The lesson from the research is clear: the more extrinsically motivated you are, the more you feel motivated by money or status, the more depressed and anxious you are.
I know some people are jumping to say, “Well, I’m not like that!” But, to a degree, we have all become more extrinsically motivated. We all care, to some degree, what others think of us and technology often amplifies this to toxic levels. Facebook and Instagram have become gladiatorial status tournaments to show off how cool our lives are.
But when we’re counting “likes” on social media, we let others control our self-esteem. And that places your own happiness outside your control. Not good.
And even if you win, you lose. Studies show that the achievement of extrinsic goals — the fancy car and the impressive promotion — bring no lasting happiness. None. Meanwhile, when we pursue intrinsic goals like being a better parent or trying to improve our writing skills so our blog posts don’t suck, we feel much happier and less anxious.
You experience “flow” when you’re so involved in something that you lose track of time. You know the old saying: “time flies when you’re having fun.” Flow is a huge contributor to happiness.
And the more focused we are on extrinsic goals like status, the fewer flow states we experience.
Spend a little more time with people that make you smile and doing the things that make you smile — simply because they make you smile.
So you’re connecting with people and connecting with your intrinsic values. Great. What’s another connection we’re getting less and less of that the human animal needs?
Just like real estate, it’s all about location, location, location…
Disconnection From Nature
All other things being equal, move closer to nature and you’ll be happier. Move away from nature and you’ll be more depressed.
Some might say that’s because rural areas have less crime or less pollution or… Wrong.
If you live in the part of a big city with lots of trees, you get happier. Cart yourself over to the section of the city that’s nothing but concrete and you get sadder.
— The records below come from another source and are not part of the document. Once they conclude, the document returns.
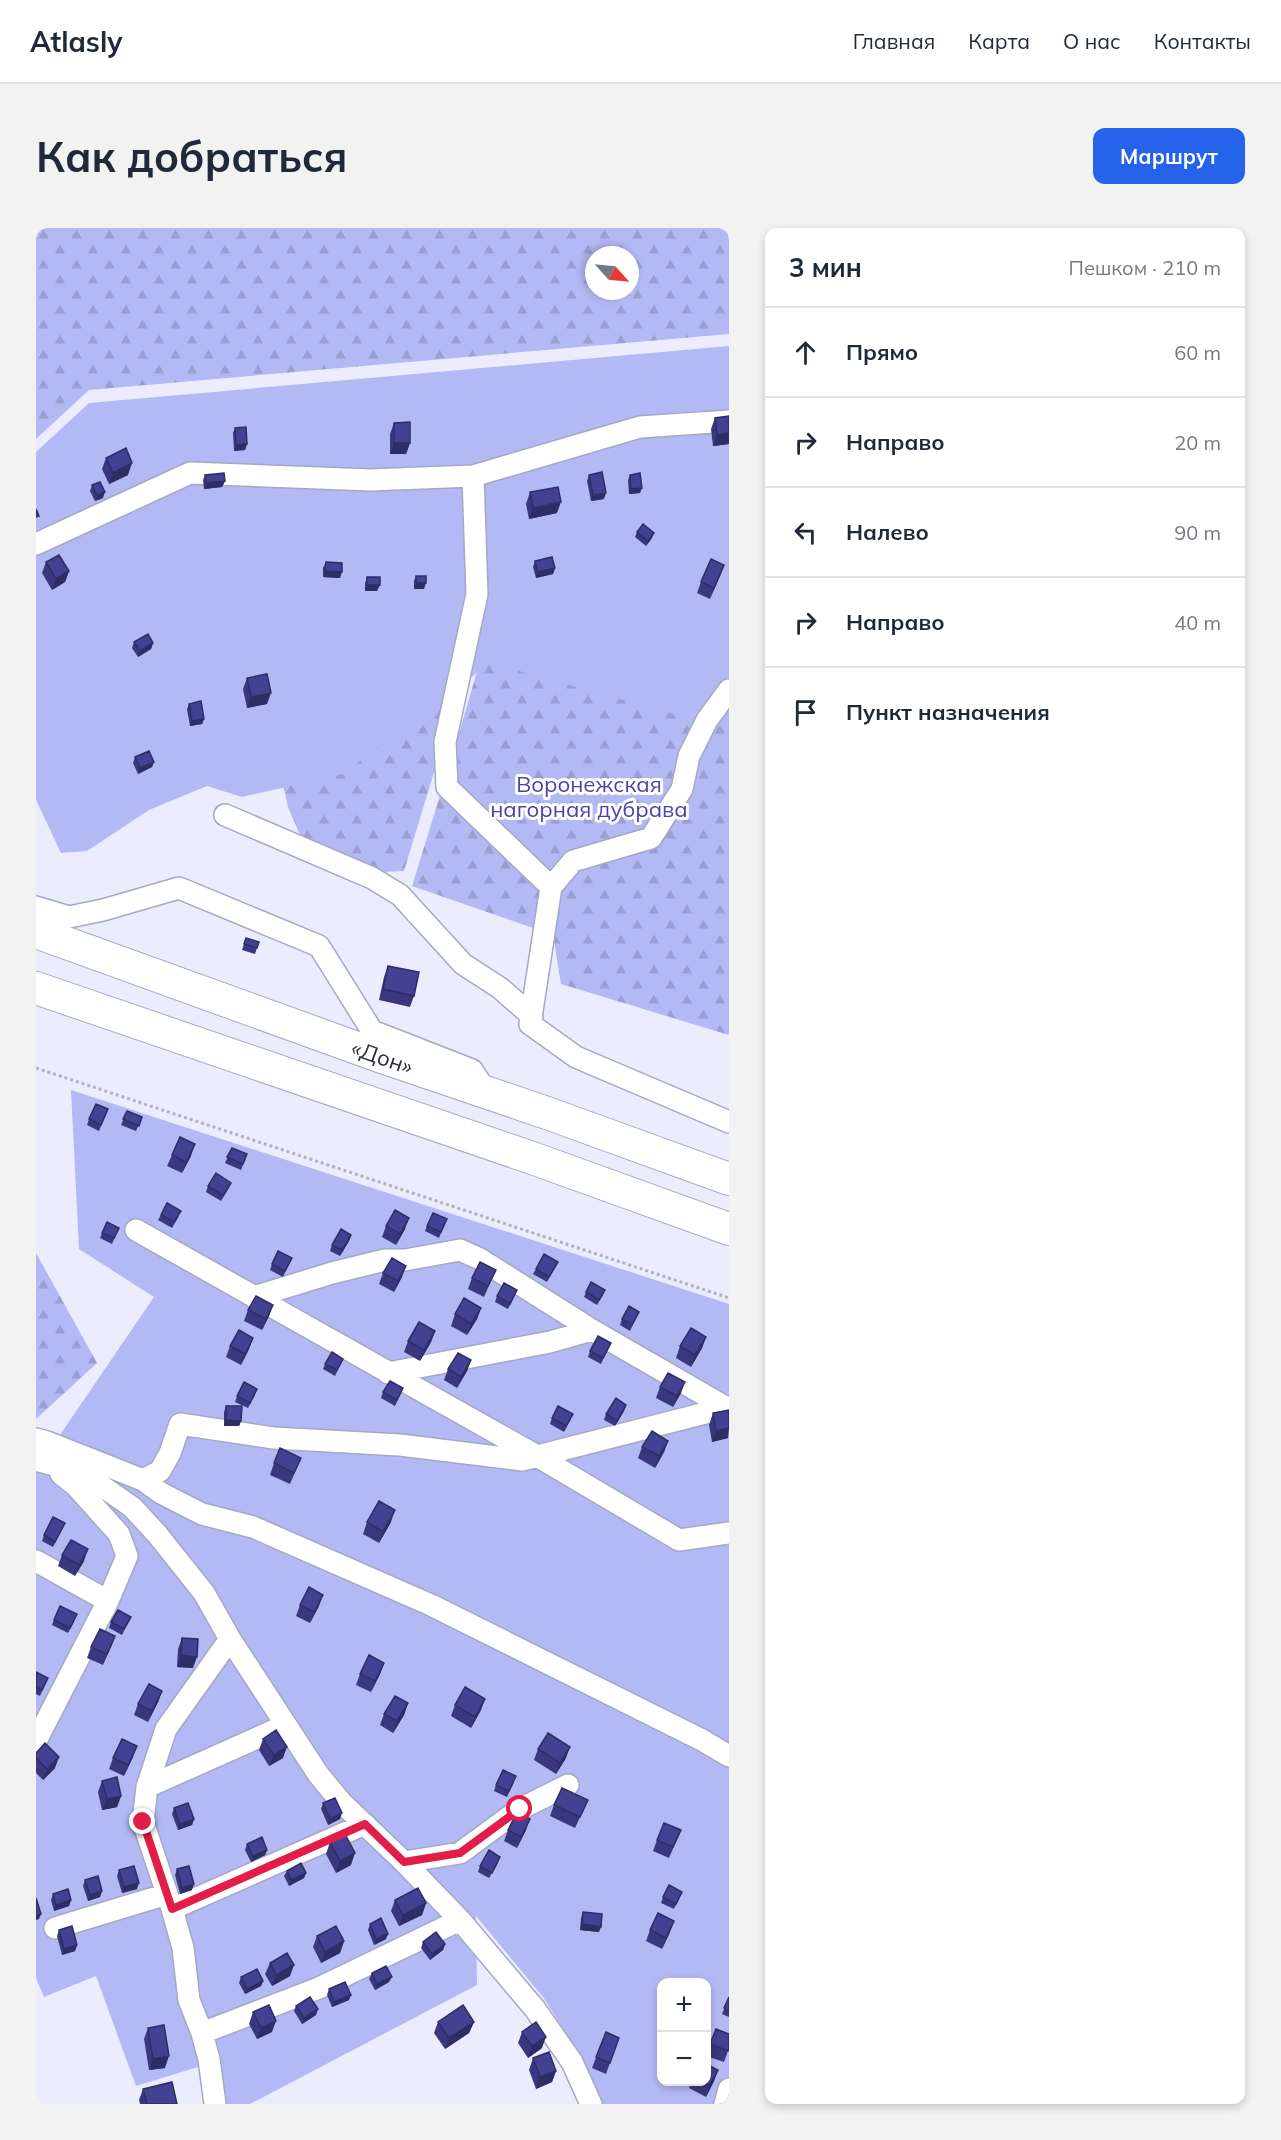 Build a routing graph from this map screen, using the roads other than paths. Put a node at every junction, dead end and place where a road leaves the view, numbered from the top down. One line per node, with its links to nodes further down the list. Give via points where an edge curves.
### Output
1 (729, 421): 2 (street, via 640,427)
2 (473, 476): 3 (street, via 370,480 190,473); 6 (street, via 477,594 445,742 447,788)
3 (36, 544)
4 (729, 690): 6 (street, via 707,720 689,756 682,789 651,838 573,861)
5 (225, 815): 10 (street, via 372,878 400,895 463,964 500,988)
6 (551, 887): 10 (street)
7 (36, 907): 11 (street, via 69,917 179,888 319,946 372,1031 472,1070)
8 (36, 932): 11 (highway, «Дон»)
9 (36, 988): 14 (highway)
10 (532, 1016): 12 (street, via 530,1024 576,1057)
11 (487, 1094): 13 (highway, «Дон»)
12 (729, 1122)
13 (729, 1179)
14 (729, 1229)
15 (136, 1230): 16 (street)
16 (254, 1297): 17 (street, via 385,1260 460,1250); 18 (street)
17 (592, 1330): 18 (street, via 550,1342); 19 (street)
18 (388, 1372): 21 (street)
19 (728, 1408): 21 (street)
20 (36, 1439): 23 (street)
21 (537, 1456): 23 (street, via 522,1460 400,1445 274,1438 180,1424 160,1471); 24 (street, via 679,1540)
22 (40, 1461): 26 (street, via 76,1486 119,1534 127,1556); 27 (street, via 99,1484 132,1507 204,1593)
23 (142, 1480): 30 (street, via 202,1514 253,1527 430,1605)
24 (729, 1533)
25 (36, 1561): 26 (street)
26 (108, 1601): 29 (street)
27 (230, 1639): 28 (street); 32 (street, via 166,1729)
28 (286, 1725): 32 (street); 33 (street, via 341,1802)
29 (36, 1741)
30 (729, 1756)
31 (568, 1785): 34 (street, via 520,1809 460,1853)
32 (147, 1787): 35 (street, via 143,1822)
33 (365, 1824): 34 (street); 35 (street)
34 (404, 1862): 36 (street)
35 (170, 1901): 37 (street); 38 (street, via 183,1948 189,2000)
36 (460, 1920): 38 (street, via 319,1988); 41 (street, via 535,2009 572,2062)
37 (55, 1928)
38 (202, 2033): 40 (street)
39 (729, 2089): 42 (street)
40 (215, 2104)
41 (591, 2104)
42 (725, 2104)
We use our big human brains so much that we think we’re machines and forget we’re animals. But we are animals.
Leave the Panda in the forest with his bamboo and he’s happy. Move him to a zoo and he mopes around, feels stressed out and loses all interest in making little Pandas. Humans aren’t all that different.
So what do we do? We simply weren’t meant to spend all our time going from cubicle to couch. Feeling happier can be as simple as spending more time in nature.
The research all says that exercise makes us happier. Guess what? When you exercise outdoors the effect is even stronger.
Alright, we’ve learned a lot. We’re going “psychologically Paleo” and getting more of what our ancient physiology needs from the very modern world.
Time to round it all up — and find out why so many of our efforts to be happier often fail…
Here’s how to be happy in today’s crazy world:
- Connect With People: Just being around others isn’t enough. Join groups that you share something with. You need to be “in it together” to hit back when loneliness punches you in the face.
- Connect With Your Intrinsic Values: More “flow” and fewer selfies. More doing what you love because you love it. Chasing status doesn’t lead to lasting happiness; it puts happiness outside your control.
- Connect with Nature: Go outside for a reason other than to pick up that box from Amazon.
So what happens when you make a consistent, concerted effort to be happier?
You fail miserably. No joke. Deliberate efforts to be happier do not work… in the US and UK, that is.
What’s going on? It’s not that happiness is unachievable or that hard work isn’t rewarded. The issue here is that the US and UK have the most individualistic cultures. And so the efforts people in those countries make are usually individualistic…
But happiness comes from our connections to other people.
And so when we work toward just making ourselves happy as individuals we often fail. But when we work towards the happiness of a group, we usually succeed.
The modern world promotes a culture of “be yourself.” But if you want to be happy, that isn’t always the best idea.
To find more joy, spend a little less time being you and little more time being us.